Material for this task:
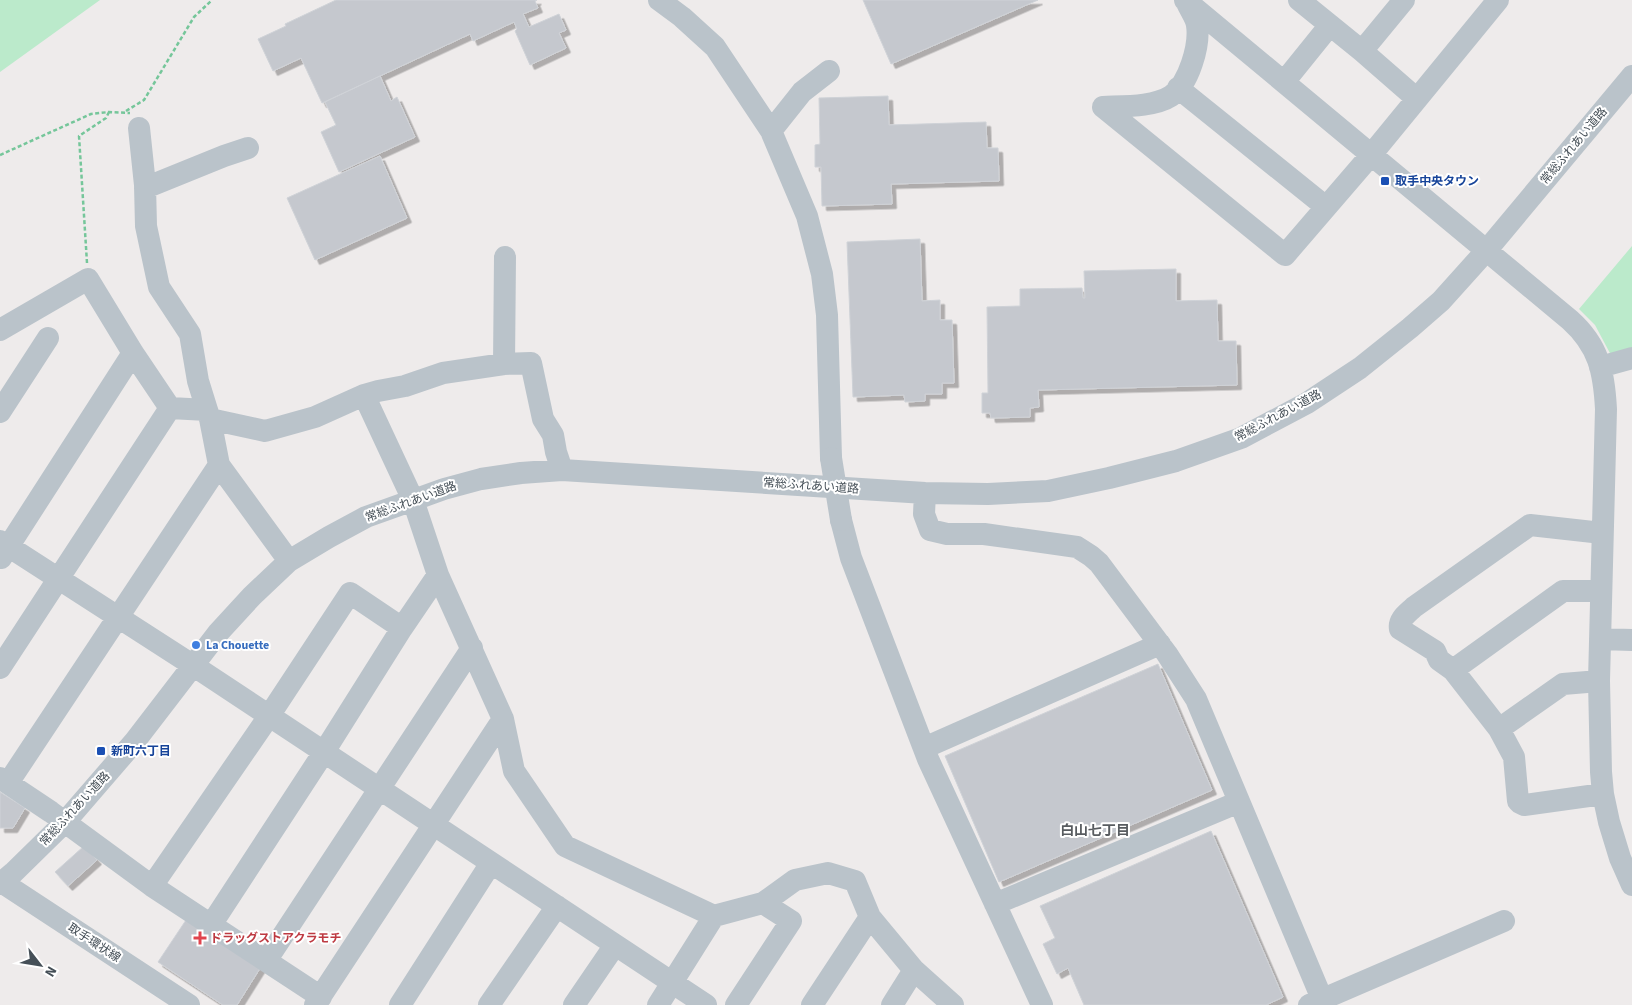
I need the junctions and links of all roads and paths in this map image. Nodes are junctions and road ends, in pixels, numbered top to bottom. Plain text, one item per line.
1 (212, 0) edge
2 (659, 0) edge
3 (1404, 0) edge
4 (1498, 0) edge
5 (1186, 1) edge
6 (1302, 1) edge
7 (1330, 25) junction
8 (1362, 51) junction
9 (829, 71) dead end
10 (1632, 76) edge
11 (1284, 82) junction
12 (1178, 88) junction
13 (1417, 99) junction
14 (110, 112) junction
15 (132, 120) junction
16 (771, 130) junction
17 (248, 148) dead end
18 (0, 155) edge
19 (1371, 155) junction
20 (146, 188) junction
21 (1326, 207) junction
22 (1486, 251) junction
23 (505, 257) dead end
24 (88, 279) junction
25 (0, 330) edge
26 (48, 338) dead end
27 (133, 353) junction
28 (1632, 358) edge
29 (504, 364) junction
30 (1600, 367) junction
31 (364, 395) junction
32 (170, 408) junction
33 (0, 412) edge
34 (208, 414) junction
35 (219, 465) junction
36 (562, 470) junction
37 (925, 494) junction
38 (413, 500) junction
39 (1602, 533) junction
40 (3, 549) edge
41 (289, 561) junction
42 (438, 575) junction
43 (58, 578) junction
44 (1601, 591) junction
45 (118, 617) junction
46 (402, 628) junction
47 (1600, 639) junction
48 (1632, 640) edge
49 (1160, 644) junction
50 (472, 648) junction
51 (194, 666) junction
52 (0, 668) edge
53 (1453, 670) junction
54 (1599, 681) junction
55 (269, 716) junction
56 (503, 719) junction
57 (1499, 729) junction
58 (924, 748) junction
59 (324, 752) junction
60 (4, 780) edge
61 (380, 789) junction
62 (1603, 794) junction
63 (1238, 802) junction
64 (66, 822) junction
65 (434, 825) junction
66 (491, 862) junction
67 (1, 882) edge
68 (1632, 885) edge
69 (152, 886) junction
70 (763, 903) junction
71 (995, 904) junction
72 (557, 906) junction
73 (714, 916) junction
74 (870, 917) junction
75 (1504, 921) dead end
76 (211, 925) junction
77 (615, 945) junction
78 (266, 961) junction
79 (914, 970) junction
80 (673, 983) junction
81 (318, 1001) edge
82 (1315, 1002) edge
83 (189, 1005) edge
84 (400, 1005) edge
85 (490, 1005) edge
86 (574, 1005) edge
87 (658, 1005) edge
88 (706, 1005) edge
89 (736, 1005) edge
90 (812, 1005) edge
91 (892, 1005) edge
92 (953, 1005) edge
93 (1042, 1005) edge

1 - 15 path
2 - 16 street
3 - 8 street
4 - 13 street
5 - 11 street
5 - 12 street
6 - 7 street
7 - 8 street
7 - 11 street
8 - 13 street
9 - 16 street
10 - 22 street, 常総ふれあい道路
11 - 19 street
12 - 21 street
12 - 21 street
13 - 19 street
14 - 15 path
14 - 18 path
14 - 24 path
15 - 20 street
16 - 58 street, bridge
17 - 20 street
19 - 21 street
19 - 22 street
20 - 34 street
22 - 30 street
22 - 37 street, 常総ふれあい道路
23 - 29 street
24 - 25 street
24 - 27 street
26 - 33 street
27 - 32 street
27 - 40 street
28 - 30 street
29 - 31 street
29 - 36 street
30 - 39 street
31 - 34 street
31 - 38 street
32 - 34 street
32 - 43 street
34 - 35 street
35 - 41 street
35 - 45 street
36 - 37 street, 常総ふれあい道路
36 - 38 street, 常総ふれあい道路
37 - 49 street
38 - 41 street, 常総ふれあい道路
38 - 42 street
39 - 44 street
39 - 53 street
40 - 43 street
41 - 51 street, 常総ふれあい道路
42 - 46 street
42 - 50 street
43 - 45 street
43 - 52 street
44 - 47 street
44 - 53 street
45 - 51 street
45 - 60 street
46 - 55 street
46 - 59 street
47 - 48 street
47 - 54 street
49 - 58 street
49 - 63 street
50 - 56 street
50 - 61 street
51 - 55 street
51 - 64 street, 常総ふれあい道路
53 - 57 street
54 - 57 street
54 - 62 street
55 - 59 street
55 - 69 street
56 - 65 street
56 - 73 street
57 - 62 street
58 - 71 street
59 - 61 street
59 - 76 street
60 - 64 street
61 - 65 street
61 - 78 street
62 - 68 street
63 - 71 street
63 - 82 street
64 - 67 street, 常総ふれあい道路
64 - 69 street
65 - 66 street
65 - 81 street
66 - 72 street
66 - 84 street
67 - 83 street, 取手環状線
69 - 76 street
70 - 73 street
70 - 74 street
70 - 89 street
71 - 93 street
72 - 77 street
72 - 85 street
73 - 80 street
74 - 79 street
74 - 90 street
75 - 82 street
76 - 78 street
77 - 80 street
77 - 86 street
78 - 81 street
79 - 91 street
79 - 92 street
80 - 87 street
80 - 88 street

Work instructions:
Leave the pictures out and restate the listing word for word.

Answer below:
I need the junctions and links of all roads and paths in this map image. Nodes are junctions and road ends, in pixels, numbered top to bottom. Plain text, one item per line.
1 (212, 0) edge
2 (659, 0) edge
3 (1404, 0) edge
4 (1498, 0) edge
5 (1186, 1) edge
6 (1302, 1) edge
7 (1330, 25) junction
8 (1362, 51) junction
9 (829, 71) dead end
10 (1632, 76) edge
11 (1284, 82) junction
12 (1178, 88) junction
13 (1417, 99) junction
14 (110, 112) junction
15 (132, 120) junction
16 (771, 130) junction
17 (248, 148) dead end
18 (0, 155) edge
19 (1371, 155) junction
20 (146, 188) junction
21 (1326, 207) junction
22 (1486, 251) junction
23 (505, 257) dead end
24 (88, 279) junction
25 (0, 330) edge
26 (48, 338) dead end
27 (133, 353) junction
28 (1632, 358) edge
29 (504, 364) junction
30 (1600, 367) junction
31 (364, 395) junction
32 (170, 408) junction
33 (0, 412) edge
34 (208, 414) junction
35 (219, 465) junction
36 (562, 470) junction
37 (925, 494) junction
38 (413, 500) junction
39 (1602, 533) junction
40 (3, 549) edge
41 (289, 561) junction
42 (438, 575) junction
43 (58, 578) junction
44 (1601, 591) junction
45 (118, 617) junction
46 (402, 628) junction
47 (1600, 639) junction
48 (1632, 640) edge
49 (1160, 644) junction
50 (472, 648) junction
51 (194, 666) junction
52 (0, 668) edge
53 (1453, 670) junction
54 (1599, 681) junction
55 (269, 716) junction
56 (503, 719) junction
57 (1499, 729) junction
58 (924, 748) junction
59 (324, 752) junction
60 (4, 780) edge
61 (380, 789) junction
62 (1603, 794) junction
63 (1238, 802) junction
64 (66, 822) junction
65 (434, 825) junction
66 (491, 862) junction
67 (1, 882) edge
68 (1632, 885) edge
69 (152, 886) junction
70 (763, 903) junction
71 (995, 904) junction
72 (557, 906) junction
73 (714, 916) junction
74 (870, 917) junction
75 (1504, 921) dead end
76 (211, 925) junction
77 (615, 945) junction
78 (266, 961) junction
79 (914, 970) junction
80 (673, 983) junction
81 (318, 1001) edge
82 (1315, 1002) edge
83 (189, 1005) edge
84 (400, 1005) edge
85 (490, 1005) edge
86 (574, 1005) edge
87 (658, 1005) edge
88 (706, 1005) edge
89 (736, 1005) edge
90 (812, 1005) edge
91 (892, 1005) edge
92 (953, 1005) edge
93 (1042, 1005) edge

1 - 15 path
2 - 16 street
3 - 8 street
4 - 13 street
5 - 11 street
5 - 12 street
6 - 7 street
7 - 8 street
7 - 11 street
8 - 13 street
9 - 16 street
10 - 22 street, 常総ふれあい道路
11 - 19 street
12 - 21 street
12 - 21 street
13 - 19 street
14 - 15 path
14 - 18 path
14 - 24 path
15 - 20 street
16 - 58 street, bridge
17 - 20 street
19 - 21 street
19 - 22 street
20 - 34 street
22 - 30 street
22 - 37 street, 常総ふれあい道路
23 - 29 street
24 - 25 street
24 - 27 street
26 - 33 street
27 - 32 street
27 - 40 street
28 - 30 street
29 - 31 street
29 - 36 street
30 - 39 street
31 - 34 street
31 - 38 street
32 - 34 street
32 - 43 street
34 - 35 street
35 - 41 street
35 - 45 street
36 - 37 street, 常総ふれあい道路
36 - 38 street, 常総ふれあい道路
37 - 49 street
38 - 41 street, 常総ふれあい道路
38 - 42 street
39 - 44 street
39 - 53 street
40 - 43 street
41 - 51 street, 常総ふれあい道路
42 - 46 street
42 - 50 street
43 - 45 street
43 - 52 street
44 - 47 street
44 - 53 street
45 - 51 street
45 - 60 street
46 - 55 street
46 - 59 street
47 - 48 street
47 - 54 street
49 - 58 street
49 - 63 street
50 - 56 street
50 - 61 street
51 - 55 street
51 - 64 street, 常総ふれあい道路
53 - 57 street
54 - 57 street
54 - 62 street
55 - 59 street
55 - 69 street
56 - 65 street
56 - 73 street
57 - 62 street
58 - 71 street
59 - 61 street
59 - 76 street
60 - 64 street
61 - 65 street
61 - 78 street
62 - 68 street
63 - 71 street
63 - 82 street
64 - 67 street, 常総ふれあい道路
64 - 69 street
65 - 66 street
65 - 81 street
66 - 72 street
66 - 84 street
67 - 83 street, 取手環状線
69 - 76 street
70 - 73 street
70 - 74 street
70 - 89 street
71 - 93 street
72 - 77 street
72 - 85 street
73 - 80 street
74 - 79 street
74 - 90 street
75 - 82 street
76 - 78 street
77 - 80 street
77 - 86 street
78 - 81 street
79 - 91 street
79 - 92 street
80 - 87 street
80 - 88 street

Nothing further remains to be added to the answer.